Clinical Characteristics, Oral Anticoagulation Patterns, and Outcomes of Medicaid Patients With Atrial Fibrillation: Insights From the Outcomes Registry for Better Informed Treatment of Atrial Fibrillation (ORBIT-AF I) Registry.
Abstract
BACKGROUND: Whereas insurance status has been previously associated with care patterns,
little is currently known about the association between Medicaid insurance and the
clinical characteristics, treatment, or outcomes of patients with atrial fibrillation
(AF). METHODS AND RESULTS: We used data from adults with AF enrolled in the Outcomes
Registry for Better Informed Treatment of AF (ORBIT-AF), a national outpatient registry
conducted at 176 community, multispecialty sites. The primary outcome of interest
was the proportion of patients prescribed any oral anticoagulation (OAC; warfarin
or novel oral anticoagulants [NOAC]). Secondary outcomes of interest included the
proportion of patients prescribed NOACs (dabigatran or rivaroxaban); time in therapeutic
range (TTR) for warfarin users, all-cause mortality, stroke/systemic embolism, and
major bleed.
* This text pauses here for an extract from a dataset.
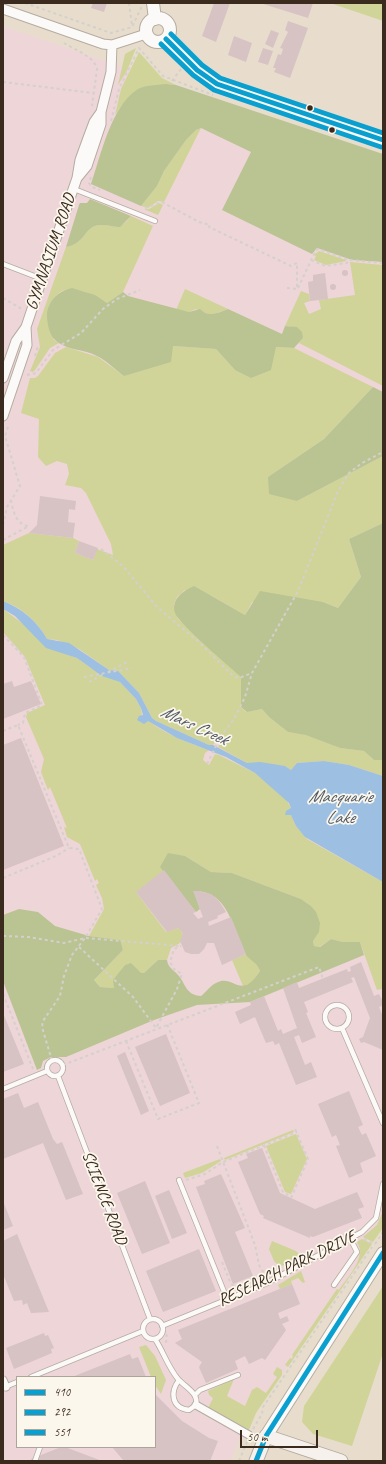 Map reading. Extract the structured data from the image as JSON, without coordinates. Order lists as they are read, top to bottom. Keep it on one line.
{"streets":{"street":["GYMNASIUM ROAD"],"lane":["SCIENCE ROAD","RESEARCH PARK DRIVE"]},"crossings":[["SCIENCE ROAD","RESEARCH PARK DRIVE"]],"water":["Mars Creek","Macquarie Lake"],"lines":["transit line 551","transit line 410","transit line 292"],"legend":["410","292","551"],"scale_bar":"50 m"}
Of 10 133 patients, N=470 (4.6%) had Medicaid insurance. Medicaid patients
were similarly likely to receive OAC at baseline (72.8% vs 76.3%; unadjusted P=0.079),
but less likely to receive NOAC at baseline or follow-up (12.1% vs 16.3%; unadjusted
P=0.019). After risk adjustment, Medicaid status was associated with lower use of
OAC at baseline among patients with high stroke risk (odds ratio [OR]=0.68; 95% CI=0.49,
0.94), but was not associated with OAC use overall (OR=0.82; 95% CI=0.61, 1.09). Among
warfarin users, median TTR was lower among Medicaid patients (60% vs 68%; P<0.0001;
adjusted TTR difference, -2.9; 95% CI=-5.7, -0.2; P=0.04). Use of an NOAC over 2 years
of follow-up was not statistically different by insurance. Compared with non-Medicaid
patients, Medicaid patients had higher unadjusted rates of mortality, stroke/systemic
embolism, and major bleeding; however, these differences were attenuated following
adjustment for clinical characteristics. CONCLUSIONS: In a contemporary AF cohort,
use of OAC overall and use of NOACs were not significantly lower among Medicaid patients
relative to others. However, among warfarin users, Medicaid patients spent less time
in therapeutic range compared with those with other forms of insurance.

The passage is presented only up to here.